But the tables are more accurate, and don't have a low velocity issue.

Hmm, can't enter degrees as a symbol, sorry. I meant degrees.

I'm not sure that this is a myth. Here is a link to a site that claims
that the lateral force curve shape is affected by the normal force on
the tire. At low loads, there is no drop off, but at higher loads there
is somewhat of a drop off. The peak coefficient of friction also lower
at higher normal forces, again according to this web site.

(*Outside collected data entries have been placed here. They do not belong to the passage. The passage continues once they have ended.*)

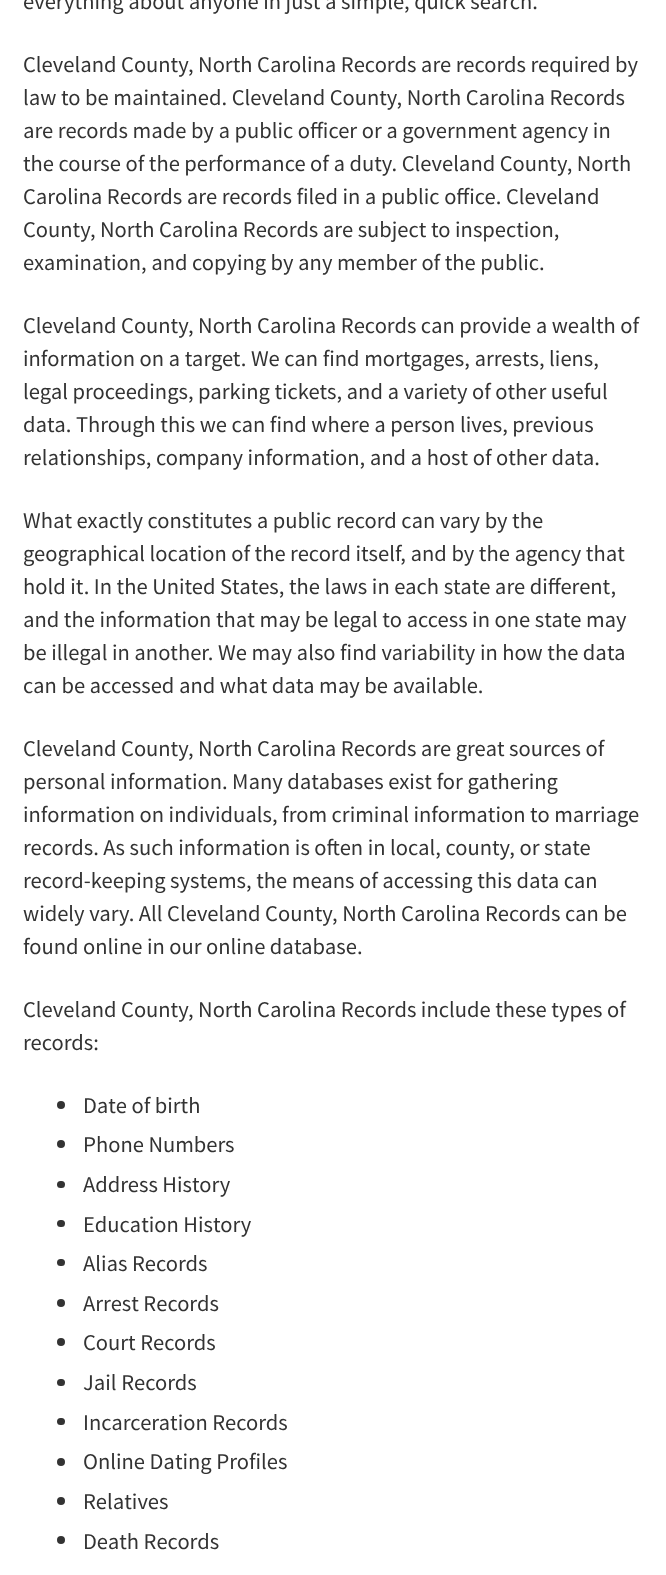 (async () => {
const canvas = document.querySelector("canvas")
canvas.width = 666
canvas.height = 1575
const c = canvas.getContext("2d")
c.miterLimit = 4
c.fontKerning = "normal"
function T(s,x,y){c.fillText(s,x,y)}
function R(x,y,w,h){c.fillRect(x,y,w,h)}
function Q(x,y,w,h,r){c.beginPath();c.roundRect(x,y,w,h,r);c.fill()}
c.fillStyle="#fff"
R(0,0,666,1575)
c.font="22.5px Source Sans Pro"
c.fillStyle="#333"
T("everything about anyone in just a simple, quick search.",23,9)
T("Cleveland County, North Carolina Records are records required by",23,72)
T("law to be maintained. Cleveland County, North Carolina Records",23,105)
T("are records made by a public officer or a government agency in",23,138)
T("the course of the performance of a duty. Cleveland County, North",23,171)
T("Carolina Records are records filed in a public office. Cleveland",23,204)
T("County, North Carolina Records are subject to inspection,",23,237)
T("examination, and copying by any member of the public.",23,270)
T("Cleveland County, North Carolina Records can provide a wealth of",23,333)
T("information on a target. We can find mortgages, arrests, liens,",23,366)
T("legal proceedings, parking tickets, and a variety of other useful",23,399)
T("data. Through this we can find where a person lives, previous",23,432)
T("relationships, company information, and a host of other data.",23,465)
T("What exactly constitutes a public record can vary by the",23,528)
T("geographical location of the record itself, and by the agency that",23,561)
T("hold it. In the United States, the laws in each state are different,",23,594)
T("and the information that may be legal to access in one state may",23,627)
T("be illegal in another. We may also find variability in how the data",23,660)
T("can be accessed and what data may be available.",23,693)
T("Cleveland County, North Carolina Records are great sources of",23,756)
T("personal information. Many databases exist for gathering",23,789)
T("information on individuals, from criminal information to marriage",23,822)
T("records. As such information is often in local, county, or state",23,855)
T("record-keeping systems, the means of accessing this data can",23,888)
T("widely vary. All Cleveland County, North Carolina Records can be",23,921)
T("found online in our online database.",23,954)
T("Cleveland County, North Carolina Records include these types of",23,1017)
T("records:",23,1050)
c.beginPath()
c.arc(61,1105,4,0,7)
c.fill()
T("Date of birth",83,1113)
c.beginPath()
c.arc(61,1144,4,0,7)
c.fill()
T("Phone Numbers",83,1152)
Q(57,1181,8,7,3.5)
T("Address History",83,1192)
Q(57,1220,8,7,3.5)
T("Education History",83,1232)
Q(57,1259,8,7,3.5)
T("Alias Records",83,1271)
c.beginPath()
c.arc(61,1303,4,0,7)
c.fill()
T("Arrest Records",83,1311)
c.beginPath()
c.arc(61,1342,4,0,7)
c.fill()
T("Court Records",83,1350)
Q(57,1379,8,7,3.5)
T("Jail Records",83,1390)
Q(57,1418,8,7,3.5)
T("Incarceration Records",83,1430)
c.beginPath()
c.arc(61,1462,4,0,7)
c.fill()
T("Online Dating Profiles",83,1469)
c.beginPath()
c.arc(61,1501,4,0,7)
c.fill()
T("Relatives",83,1509)
c.beginPath()
c.arc(61,1540,4,0,7)
c.fill()
T("Death Records",83,1549)
})()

http://www.smithees-racetech.com.au/ackerman.html

<snip>

Relative rotation rate IS the SAE definition of slip ratio, period.
Nothing to argue there.  How the slip ratio develops is another matter
of course.  But to predict it in a sim such as the OP wants to create,
you need to have slip ratio as an input, not an output.

It's a way of defining slip ratio, and can be

In simulators you don't know what the longitudinal force is until you
know what the slip ratio is.  Tire models use slip ratio and normal
force as inputs, then output the longitudinal force from that, not the
other way around.

I'm familiar with the site.  In fact, I'm meeting Doug Milliken, owner
of that company that actually runs those tire tests and does
simulation/vehicle dynamics engineering for the big toy boys, on
Tuesday to help assemble an RC tire testing machine that does the same
thing.  Interestingly enough, our testing process will be the same as
what's done for big car tires.

Anyway, they are most certainly not "creating a table of slip ratios"
from longitudinal forces, I can assure you.  We won't be doing it
either because there's no point in doing so.  What you do is load the
tire up, then vary the slip ratio/angle while recording the
longitudinal/lateral forces that result from that.  Slip ratio is the
independent variable; the INPUT.  The forces are the OUTPUT.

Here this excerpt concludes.